= John Kunich =

American law professor

John Charles Kunich (born December 29, 1953) is an American law professor, environmental lawyer, author, scriptwriter, and retired Air Force colonel.

==Career==
Kunich retired as an adjunct professor at the Belmont Abbey College. He also taught as an adjunct professor at the University of North Carolina at Charlotte. He earned his Juris Doctor degree from Harvard Law School and a Master of Laws degree (LL.M.) in Environmental Law from George Washington University Law School. He earned his Bachelor and Master of Science degrees from the University of Illinois. He was born and raised in Chicago. He also was a Fulbright Senior Specialist and Professor of Law at the Indian Law Institute. He has taught summer courses in China for several years at major universities in Beijing, Chengdu, Guangzhou, and Xi'an, including the University of International Business and Economics as well as Sichuan University.

John Kunich has twice testified before U.S. Congressional Committees, regarding environmental matters relating to endangered species. He has been interviewed regarding legal matters numerous times, on such networks as CNN International, PBS, Fox News, MSNBC, and WGN. He is the author of dozens of scholarly journal articles in the fields of environmental law, constitutional law, and leadership. These pieces have been published in the law reviews of the USC Gould School of Law, Georgetown University Law Center, Washington University School of Law, and many other leading law schools, as well as The Journal of Leadership Studies.

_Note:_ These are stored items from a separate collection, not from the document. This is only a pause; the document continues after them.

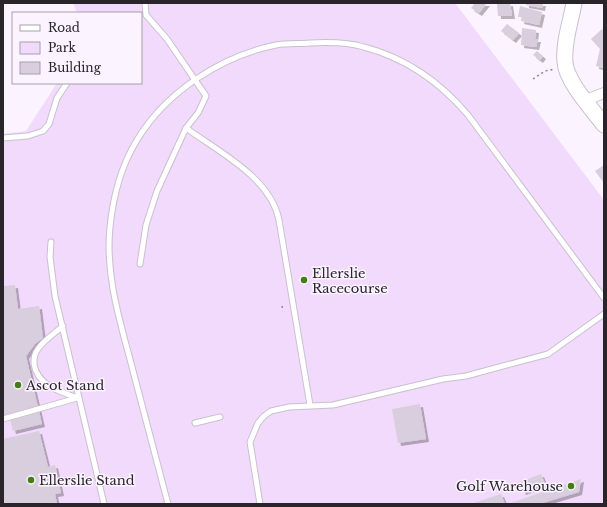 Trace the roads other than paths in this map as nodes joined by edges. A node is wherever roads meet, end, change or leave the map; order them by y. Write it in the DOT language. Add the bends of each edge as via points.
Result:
graph roads {
  1 [pos="145,3"];
  2 [pos="574,3"];
  3 [pos="144,17"];
  4 [pos="196,80"];
  5 [pos="66,84"];
  6 [pos="604,93"];
  7 [pos="586,100"];
  8 [pos="604,125"];
  9 [pos="186,128"];
  10 [pos="3,138"];
  11 [pos="51,242"];
  12 [pos="140,264"];
  13 [pos="604,298"];
  14 [pos="604,314"];
  15 [pos="63,326"];
  16 [pos="78,398"];
  17 [pos="310,405"];
  18 [pos="220,418"];
  19 [pos="3,419"];
  20 [pos="196,423"];
  21 [pos="104,504"];
  22 [pos="168,504"];
  23 [pos="260,504"];
  1 -- 3 [label="lane"];
  2 -- 7 [label="main road" via="564,55 565,66"];
  3 -- 4 [label="lane" via="167,39"];
  4 -- 9 [label="lane" via="206,96 198,113"];
  4 -- 13 [label="lane" via="228,61 276,45 326,42 362,46 410,66 442,87 464,110"];
  4 -- 22 [label="lane" via="160,111 137,139 120,177 110,227 110,272 114,297"];
  5 -- 10 [label="lane" via="57,98 49,124 43,131 28,136"];
  6 -- 7 [label="street"];
  7 -- 8 [label="main road"];
  9 -- 12 [label="lane" via="157,191 146,225"];
  9 -- 17 [label="lane" via="248,173 262,185 274,202"];
  11 -- 15 [label="lane" via="54,288"];
  14 -- 17 [label="lane" via="548,354 466,376 333,405"];
  15 -- 16 [label="lane"];
  15 -- 16 [label="lane" via="38,349 34,357 35,369 42,381 58,392"];
  16 -- 19 [label="lane"];
  16 -- 21 [label="lane"];
  17 -- 23 [label="lane" via="271,411 255,428 250,442"];
  18 -- 20 [label="lane"];
}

Professor Kunich has participated in more than 100 presentations or debates during the last few years. He has spoken at Oxford University, the Royal Geographical Society, the Indian Law Institute, Jinan University, and more than 75 different law schools. His speaking events have been held at such United States law schools as Yale, Columbia, Stanford, University of Chicago, Duke, Berkeley, Georgetown, New York University, Northwestern, Vanderbilt, George Washington University, Boston University, and dozens more.

==Other public activities==
He also has participated three times in the Main Event of the World Series of Poker at the Rio in Las Vegas, Nevada.

Kunich is a member of the Church of Jesus Christ of Latter-day Saints. He was a contributing author of the controversial book New Approaches to the Book of Mormon: Explorations in Critical Methodology. Drawing upon his biological science background, he submitted an essay on population projections in the Book of Mormon.